Czech PM reveals what the country needs from its next president

We need a personality who respects the nature of parliamentary democracy and the constitution, says Fiala

editor: REMIX NEWS
author: Václav Dolejší, Lucie Stuchlíková
Leader of center-right Spolu (Together) coalition Petr Fiala flashes the V sign as he reacts to election results at the party's election headquarters, Prague, Czech Republic, Saturday, Oct. 9, 2021. (AP Photo/Darko Bandic)

Czech Prime Minister Petr Fiala has commented on the country’s lower wage growth, the nuclear alliance with France and the ongoing search for President Miloš Zeman’s successor in an interview with Czech media outlet, Seznam Zprávy.

Fiala discussed at length his efforts to get on with President Zeman despite their clear political differences, and expressed his desire for the country’s governing parties to find a common candidate for Zeman’s successor.

“I think the public rightly expects me to be able to talk to Miloš Zeman, even though we each represent different voters and different views, and that’s how it should be in a democracy. These people must be able to talk to each other, or the state won’t work,” Fiala told the media outlet.

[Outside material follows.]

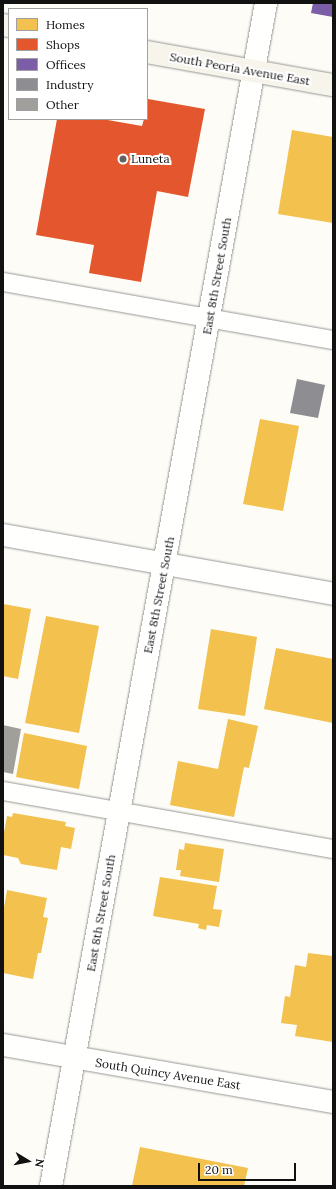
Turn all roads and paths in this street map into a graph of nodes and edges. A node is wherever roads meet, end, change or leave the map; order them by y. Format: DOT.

Fiala refused to name anyone specifically for the presidential role but expressed the need for any viable candidate to have significant public political experience.

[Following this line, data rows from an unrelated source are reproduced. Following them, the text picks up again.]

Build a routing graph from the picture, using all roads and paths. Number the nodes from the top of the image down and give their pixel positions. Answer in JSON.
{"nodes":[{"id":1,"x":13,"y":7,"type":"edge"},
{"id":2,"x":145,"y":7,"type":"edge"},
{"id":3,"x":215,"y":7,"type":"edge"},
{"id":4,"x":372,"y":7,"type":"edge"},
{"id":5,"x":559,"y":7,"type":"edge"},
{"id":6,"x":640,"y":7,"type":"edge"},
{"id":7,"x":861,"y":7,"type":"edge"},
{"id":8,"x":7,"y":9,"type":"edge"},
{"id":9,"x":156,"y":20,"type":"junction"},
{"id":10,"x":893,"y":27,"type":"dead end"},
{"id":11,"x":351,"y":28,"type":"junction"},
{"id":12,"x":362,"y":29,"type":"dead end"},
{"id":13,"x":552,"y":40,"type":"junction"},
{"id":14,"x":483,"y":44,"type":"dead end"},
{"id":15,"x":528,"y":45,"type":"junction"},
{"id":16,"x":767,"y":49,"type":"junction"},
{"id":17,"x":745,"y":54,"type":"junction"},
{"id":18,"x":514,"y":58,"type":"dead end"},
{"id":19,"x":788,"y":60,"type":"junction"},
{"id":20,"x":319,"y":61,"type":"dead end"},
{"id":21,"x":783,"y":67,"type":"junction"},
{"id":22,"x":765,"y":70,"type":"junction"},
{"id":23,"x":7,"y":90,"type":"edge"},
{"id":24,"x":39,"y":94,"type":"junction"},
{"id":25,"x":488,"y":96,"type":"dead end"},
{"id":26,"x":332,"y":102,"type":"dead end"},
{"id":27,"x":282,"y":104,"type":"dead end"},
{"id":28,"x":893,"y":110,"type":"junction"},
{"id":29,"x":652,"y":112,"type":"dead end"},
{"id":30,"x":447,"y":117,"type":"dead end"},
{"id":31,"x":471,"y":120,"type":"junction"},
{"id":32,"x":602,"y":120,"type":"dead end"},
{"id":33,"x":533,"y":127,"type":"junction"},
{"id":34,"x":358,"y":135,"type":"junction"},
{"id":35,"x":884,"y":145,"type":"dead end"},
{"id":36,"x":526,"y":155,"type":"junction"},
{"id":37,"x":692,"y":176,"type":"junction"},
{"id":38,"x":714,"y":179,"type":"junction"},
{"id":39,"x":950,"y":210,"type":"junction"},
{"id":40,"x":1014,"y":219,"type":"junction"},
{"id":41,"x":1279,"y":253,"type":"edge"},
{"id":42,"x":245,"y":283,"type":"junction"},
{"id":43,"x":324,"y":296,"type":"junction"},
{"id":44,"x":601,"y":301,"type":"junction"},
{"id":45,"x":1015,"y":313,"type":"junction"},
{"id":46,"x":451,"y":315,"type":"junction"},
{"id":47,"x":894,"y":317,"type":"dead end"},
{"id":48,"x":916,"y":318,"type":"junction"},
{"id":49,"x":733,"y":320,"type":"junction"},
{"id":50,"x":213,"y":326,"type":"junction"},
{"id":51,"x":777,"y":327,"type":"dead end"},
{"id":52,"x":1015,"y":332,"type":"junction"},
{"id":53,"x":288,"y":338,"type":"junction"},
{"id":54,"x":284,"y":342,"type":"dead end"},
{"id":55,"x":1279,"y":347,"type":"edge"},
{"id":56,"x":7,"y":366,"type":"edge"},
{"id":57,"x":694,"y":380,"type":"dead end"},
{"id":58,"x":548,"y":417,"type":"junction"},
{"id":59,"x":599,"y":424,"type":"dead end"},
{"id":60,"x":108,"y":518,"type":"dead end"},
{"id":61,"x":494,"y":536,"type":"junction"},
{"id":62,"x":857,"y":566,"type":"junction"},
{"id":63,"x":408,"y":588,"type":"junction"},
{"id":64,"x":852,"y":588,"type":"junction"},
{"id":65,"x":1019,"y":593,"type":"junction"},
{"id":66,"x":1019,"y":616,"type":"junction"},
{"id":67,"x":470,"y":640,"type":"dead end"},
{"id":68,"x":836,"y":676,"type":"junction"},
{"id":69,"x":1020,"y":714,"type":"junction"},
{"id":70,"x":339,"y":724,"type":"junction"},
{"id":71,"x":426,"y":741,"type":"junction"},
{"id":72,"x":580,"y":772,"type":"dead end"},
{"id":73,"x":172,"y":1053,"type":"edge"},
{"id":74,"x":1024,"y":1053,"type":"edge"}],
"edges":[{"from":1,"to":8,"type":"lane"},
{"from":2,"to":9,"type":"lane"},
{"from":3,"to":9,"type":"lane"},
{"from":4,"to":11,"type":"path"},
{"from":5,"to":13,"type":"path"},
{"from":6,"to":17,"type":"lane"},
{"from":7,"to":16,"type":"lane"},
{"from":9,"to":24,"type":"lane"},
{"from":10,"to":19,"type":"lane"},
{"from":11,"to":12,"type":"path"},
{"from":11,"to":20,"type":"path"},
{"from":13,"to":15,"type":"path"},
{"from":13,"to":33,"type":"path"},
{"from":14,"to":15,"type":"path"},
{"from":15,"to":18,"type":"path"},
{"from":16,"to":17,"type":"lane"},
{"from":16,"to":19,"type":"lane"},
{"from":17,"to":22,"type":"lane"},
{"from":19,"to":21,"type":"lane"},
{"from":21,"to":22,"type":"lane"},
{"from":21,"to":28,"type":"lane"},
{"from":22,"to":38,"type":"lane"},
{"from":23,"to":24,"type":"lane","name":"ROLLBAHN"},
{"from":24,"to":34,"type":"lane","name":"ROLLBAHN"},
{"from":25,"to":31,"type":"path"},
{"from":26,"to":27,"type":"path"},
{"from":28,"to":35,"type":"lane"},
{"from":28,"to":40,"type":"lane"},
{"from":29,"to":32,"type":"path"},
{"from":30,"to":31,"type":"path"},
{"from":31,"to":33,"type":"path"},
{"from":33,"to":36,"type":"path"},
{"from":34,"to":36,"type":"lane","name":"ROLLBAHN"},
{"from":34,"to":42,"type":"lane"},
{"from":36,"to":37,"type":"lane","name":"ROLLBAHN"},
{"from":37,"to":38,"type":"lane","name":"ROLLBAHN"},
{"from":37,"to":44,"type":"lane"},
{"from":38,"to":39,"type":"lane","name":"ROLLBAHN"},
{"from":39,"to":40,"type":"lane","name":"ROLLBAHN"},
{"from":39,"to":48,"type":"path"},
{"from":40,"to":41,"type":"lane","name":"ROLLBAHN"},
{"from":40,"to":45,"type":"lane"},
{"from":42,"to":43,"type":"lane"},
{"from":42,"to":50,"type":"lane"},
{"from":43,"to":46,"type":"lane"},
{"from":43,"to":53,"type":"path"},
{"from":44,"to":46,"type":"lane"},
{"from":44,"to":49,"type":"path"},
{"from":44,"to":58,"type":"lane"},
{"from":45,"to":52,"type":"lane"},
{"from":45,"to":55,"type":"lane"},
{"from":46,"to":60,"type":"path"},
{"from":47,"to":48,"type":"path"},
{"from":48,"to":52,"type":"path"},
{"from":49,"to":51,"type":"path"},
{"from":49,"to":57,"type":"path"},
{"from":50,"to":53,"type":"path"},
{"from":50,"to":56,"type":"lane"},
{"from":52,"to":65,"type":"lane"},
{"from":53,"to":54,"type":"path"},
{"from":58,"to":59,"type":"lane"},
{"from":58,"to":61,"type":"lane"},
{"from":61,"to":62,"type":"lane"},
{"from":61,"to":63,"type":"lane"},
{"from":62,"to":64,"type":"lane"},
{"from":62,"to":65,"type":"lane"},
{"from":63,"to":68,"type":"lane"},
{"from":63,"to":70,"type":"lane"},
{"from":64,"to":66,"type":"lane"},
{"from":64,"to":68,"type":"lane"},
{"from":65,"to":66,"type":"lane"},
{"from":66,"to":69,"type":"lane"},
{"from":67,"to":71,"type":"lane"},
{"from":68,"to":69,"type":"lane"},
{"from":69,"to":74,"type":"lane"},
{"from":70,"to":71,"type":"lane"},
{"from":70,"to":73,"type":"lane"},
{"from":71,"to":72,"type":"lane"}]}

“We need a personality who respects the nature of parliamentary democracy and the constitution. I would like someone who will unite society rather than agitate it with different opinions.”

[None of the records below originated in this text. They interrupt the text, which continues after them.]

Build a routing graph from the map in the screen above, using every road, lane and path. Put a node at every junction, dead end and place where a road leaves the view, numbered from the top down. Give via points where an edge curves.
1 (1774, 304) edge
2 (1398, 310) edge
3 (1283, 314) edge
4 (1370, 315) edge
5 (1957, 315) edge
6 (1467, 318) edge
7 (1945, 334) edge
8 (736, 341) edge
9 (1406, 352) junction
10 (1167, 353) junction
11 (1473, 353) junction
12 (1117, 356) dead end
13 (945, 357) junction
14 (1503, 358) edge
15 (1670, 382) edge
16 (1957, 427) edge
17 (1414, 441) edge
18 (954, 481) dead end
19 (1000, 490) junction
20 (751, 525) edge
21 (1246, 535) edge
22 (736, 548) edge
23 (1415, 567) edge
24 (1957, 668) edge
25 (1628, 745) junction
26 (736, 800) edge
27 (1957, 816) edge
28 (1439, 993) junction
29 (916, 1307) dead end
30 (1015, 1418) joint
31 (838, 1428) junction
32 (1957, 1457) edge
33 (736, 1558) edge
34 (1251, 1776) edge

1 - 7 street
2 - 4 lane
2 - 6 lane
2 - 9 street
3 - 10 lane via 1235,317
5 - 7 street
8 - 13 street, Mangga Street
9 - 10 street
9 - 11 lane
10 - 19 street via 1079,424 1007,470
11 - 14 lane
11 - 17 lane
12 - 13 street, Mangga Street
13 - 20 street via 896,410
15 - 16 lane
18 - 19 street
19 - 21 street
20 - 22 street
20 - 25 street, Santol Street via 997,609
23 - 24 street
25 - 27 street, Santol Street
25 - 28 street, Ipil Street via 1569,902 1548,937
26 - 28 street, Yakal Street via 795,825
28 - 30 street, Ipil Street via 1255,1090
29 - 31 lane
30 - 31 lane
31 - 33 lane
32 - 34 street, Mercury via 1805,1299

He stated that his government took office at the most difficult moment in the history of the independent Czech Republic, acknowledging that he and his ministers must find a solution to rising inflation, the state budget deficit, and ever-increasing energy prices.

The Czech prime minister also echoed comments made recently by other members of the country’s legislature regarding its reliance on nuclear power, reiterating that Czechia will not have a sufficient amount of energy from renewable sources and must continue to promote nuclear power.

“The majority vote for nuclear in the EU is hard to find. There is strong opposition from some countries, notably Austria and Germany. It is not easy at all. We need to create a group of countries led by France supporting nuclear energy. Czechia will not solve it on its own. Our country must find allies,” Fiala added.